The term ‘intelligent building’ has tended to reflect some degree of intelligence in the control of specific building services, for example energy management responding to the time of day and building occupancy levels. While the level of intelligence in individual building systems (heating and ventilating, access control, CCTV, and so on) has undoubtedly increased, each of these systems still exists largely in isolation.
Currently, building services are purchased in silos. The IT director buys phone and data networks, the head of security buys intruder alarms, while the facilities manager is responsible for heat, light and power. Each has separate cabling back to the control system.
This is all set to change. Using an IP network to connect all the key elements of building services, such as access control, fire and safety systems, heating and ventilation and IT systems offers huge scope for potential cost savings and improved functionality.

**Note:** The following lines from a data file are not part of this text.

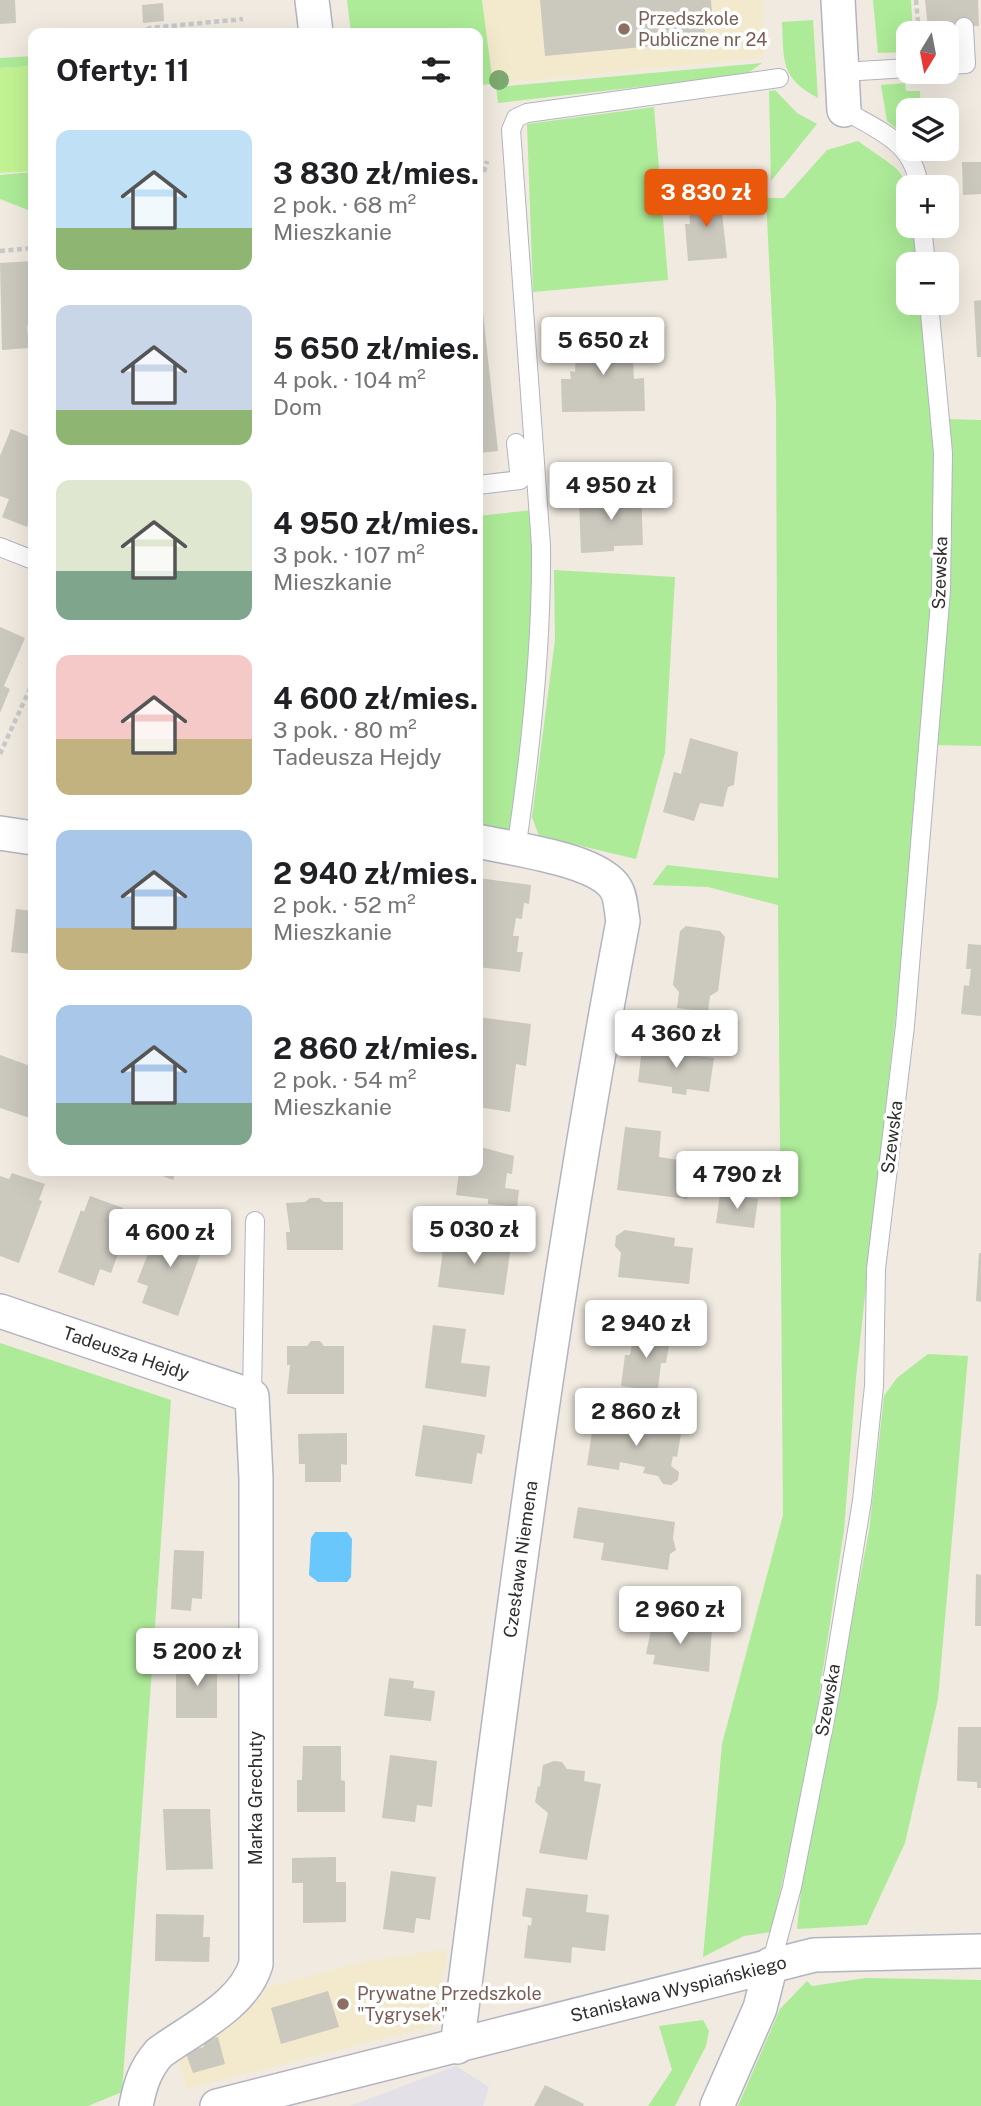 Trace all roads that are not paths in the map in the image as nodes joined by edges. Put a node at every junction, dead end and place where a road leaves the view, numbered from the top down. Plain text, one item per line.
1 (312, 0) edge
2 (838, 0) edge
3 (964, 27) dead end
4 (315, 28) edge
5 (959, 64) edge
6 (896, 69) edge
7 (843, 72) junction
8 (779, 78) dead end
9 (844, 110) joint
10 (918, 175) edge
11 (930, 315) edge
12 (516, 443) dead end
13 (483, 484) edge
14 (0, 547) edge
15 (28, 558) edge
16 (483, 842) edge
17 (516, 850) junction
18 (256, 1221) dead end
19 (0, 1311) edge
20 (252, 1396) junction
21 (981, 1951) edge
22 (772, 1964) junction
23 (457, 2047) junction
24 (317, 2094) edge
25 (136, 2106) edge
26 (217, 2106) edge
27 (717, 2106) edge

1 - 4 street
2 - 7 street
3 - 5 lane
6 - 7 lane
7 - 9 street
8 - 17 lane
9 - 10 lane
11 - 22 lane, Szewska
12 - 13 lane
14 - 15 lane
16 - 17 street, Czesława Niemena
17 - 23 street, Czesława Niemena
18 - 20 lane
19 - 20 street, Tadeusza Hejdy
20 - 25 street, Marka Grechuty
21 - 22 street, Stanisława Wyspiańskiego
22 - 23 street, Stanisława Wyspiańskiego
22 - 27 street
23 - 24 street, Stanisława Wyspiańskiego
24 - 26 street, Stanisława Wyspiańskiego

For example, triggering a smoke detector could result in switching off the air conditioning, switching the monitors to the affected area, placing the phone system in emergency mode and generating email notification to senior managers.
In an intelligent building, following the successful merger of voice and data services, the core IP network should be the backbone on which all systems are integrated.
Networked, intelligent buildings bring value through the convergence of IT networks and building automation systems, by creating a more cost-effective environment.
Potential cost savings include reduction in the amount of physical layer infrastructure required, increased energy efficiency, reduced costs through intelligent heating, lighting and cooling, and improved asset management and tracking.
The challenge for the construction industry is to embrace the concept of intelligent buildings and find vendors that can deliver fully networked, integrated services. Creating a retro-fit is complex and requires a strategic approach to upgrade and replacement programmes. Ultimately, it needs to be intrinsic to the design of new buildings and to be embraced at the earliest stages of planning.
IP networking allows major advances in the development of intelligent buildings. Initially this will be driven by the cost savings it enables. But it is the closer integration of currently independent building services plus IT and communications systems that will reap the highest benefits.
Peter Patsalides is managing director of reseller Bailey Teswaine.